● **Task instructions**:
Please print only the top portion of the entries below, ending with the line that contains "position:absolute; left:700px; top:170px;", exactly as written.

● **Data records**:
*** Block opens ***
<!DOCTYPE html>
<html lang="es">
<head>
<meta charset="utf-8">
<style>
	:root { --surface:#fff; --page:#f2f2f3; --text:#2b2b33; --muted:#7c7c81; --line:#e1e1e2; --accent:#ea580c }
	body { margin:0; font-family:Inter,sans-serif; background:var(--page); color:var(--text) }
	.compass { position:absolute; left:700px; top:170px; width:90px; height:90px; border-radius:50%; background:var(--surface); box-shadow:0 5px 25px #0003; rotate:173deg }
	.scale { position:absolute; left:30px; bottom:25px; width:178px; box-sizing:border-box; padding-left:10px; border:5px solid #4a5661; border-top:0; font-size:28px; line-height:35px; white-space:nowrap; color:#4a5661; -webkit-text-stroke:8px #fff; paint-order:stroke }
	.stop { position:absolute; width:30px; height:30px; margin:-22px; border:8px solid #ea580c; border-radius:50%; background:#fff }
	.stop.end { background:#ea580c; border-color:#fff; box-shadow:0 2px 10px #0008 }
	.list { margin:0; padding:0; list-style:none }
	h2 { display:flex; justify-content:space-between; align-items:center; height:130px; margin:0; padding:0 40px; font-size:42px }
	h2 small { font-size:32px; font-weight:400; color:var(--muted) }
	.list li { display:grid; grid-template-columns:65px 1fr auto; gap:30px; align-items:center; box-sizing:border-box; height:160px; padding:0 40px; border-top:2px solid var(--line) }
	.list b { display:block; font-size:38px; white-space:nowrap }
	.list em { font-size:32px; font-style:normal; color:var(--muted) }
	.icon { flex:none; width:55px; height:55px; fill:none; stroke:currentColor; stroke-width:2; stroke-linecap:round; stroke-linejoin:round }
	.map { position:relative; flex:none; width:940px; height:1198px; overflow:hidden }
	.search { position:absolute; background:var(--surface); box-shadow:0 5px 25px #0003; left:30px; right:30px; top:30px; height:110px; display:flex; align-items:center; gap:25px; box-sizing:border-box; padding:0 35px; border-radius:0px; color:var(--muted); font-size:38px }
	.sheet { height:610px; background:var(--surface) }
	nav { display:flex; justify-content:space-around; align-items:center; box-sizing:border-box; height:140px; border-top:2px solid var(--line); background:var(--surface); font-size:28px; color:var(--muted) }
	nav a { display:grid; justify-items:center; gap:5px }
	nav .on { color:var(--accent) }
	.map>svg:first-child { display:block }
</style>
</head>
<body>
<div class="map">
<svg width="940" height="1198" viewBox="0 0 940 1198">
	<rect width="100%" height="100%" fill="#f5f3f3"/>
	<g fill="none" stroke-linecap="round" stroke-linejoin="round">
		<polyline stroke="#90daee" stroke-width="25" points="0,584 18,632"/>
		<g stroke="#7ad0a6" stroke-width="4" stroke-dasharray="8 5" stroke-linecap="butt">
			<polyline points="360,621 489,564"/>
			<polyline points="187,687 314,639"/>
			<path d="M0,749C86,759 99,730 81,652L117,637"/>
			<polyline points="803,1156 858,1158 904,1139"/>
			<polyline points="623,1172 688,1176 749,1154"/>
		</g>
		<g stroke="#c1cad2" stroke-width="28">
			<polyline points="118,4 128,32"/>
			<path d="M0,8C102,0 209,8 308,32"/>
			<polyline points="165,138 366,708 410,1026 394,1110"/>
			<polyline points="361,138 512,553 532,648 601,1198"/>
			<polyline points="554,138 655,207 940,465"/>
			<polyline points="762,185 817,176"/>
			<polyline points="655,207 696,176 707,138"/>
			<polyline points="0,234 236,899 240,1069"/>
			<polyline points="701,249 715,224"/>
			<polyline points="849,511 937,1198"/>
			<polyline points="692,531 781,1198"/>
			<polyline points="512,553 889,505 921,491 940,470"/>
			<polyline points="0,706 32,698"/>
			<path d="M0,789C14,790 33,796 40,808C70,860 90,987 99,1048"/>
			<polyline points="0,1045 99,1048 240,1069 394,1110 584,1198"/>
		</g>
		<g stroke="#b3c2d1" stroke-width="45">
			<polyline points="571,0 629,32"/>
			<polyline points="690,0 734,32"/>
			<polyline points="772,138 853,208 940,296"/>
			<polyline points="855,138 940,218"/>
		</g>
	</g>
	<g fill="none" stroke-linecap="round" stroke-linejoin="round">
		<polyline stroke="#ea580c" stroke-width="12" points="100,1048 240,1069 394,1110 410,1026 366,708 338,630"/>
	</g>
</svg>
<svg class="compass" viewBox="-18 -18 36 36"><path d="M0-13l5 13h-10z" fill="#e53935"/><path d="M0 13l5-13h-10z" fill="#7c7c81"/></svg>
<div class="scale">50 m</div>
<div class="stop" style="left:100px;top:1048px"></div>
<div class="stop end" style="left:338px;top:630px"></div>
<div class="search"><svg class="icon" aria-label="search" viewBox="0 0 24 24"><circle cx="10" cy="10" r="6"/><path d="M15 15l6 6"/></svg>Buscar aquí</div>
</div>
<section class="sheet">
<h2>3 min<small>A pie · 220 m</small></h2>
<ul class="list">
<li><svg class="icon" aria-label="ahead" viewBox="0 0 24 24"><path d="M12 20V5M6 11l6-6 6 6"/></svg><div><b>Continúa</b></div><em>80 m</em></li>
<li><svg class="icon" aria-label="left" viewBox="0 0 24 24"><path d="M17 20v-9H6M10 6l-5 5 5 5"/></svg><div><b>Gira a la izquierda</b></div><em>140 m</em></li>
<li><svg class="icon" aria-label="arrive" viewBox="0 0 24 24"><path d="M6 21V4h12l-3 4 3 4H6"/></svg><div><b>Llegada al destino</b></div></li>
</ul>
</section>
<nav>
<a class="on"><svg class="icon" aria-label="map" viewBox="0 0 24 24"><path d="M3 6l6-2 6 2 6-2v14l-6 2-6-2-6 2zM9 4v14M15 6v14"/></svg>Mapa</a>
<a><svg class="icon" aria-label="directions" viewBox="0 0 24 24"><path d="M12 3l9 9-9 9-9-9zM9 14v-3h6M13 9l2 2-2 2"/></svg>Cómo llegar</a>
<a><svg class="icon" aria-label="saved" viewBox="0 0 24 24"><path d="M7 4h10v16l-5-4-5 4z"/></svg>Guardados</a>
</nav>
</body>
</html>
*** Block closes ***
● **Written answer**:
<!DOCTYPE html>
<html lang="es">
<head>
<meta charset="utf-8">
<style>
	:root { --surface:#fff; --page:#f2f2f3; --text:#2b2b33; --muted:#7c7c81; --line:#e1e1e2; --accent:#ea580c }
	body { margin:0; font-family:Inter,sans-serif; background:var(--page); color:var(--text) }
	.compass { position:absolute; left:700px; top:170px; width:90px; height:90px; border-radius:50%; background:var(--surface); box-shadow:0 5px 25px #0003; rotate:173deg }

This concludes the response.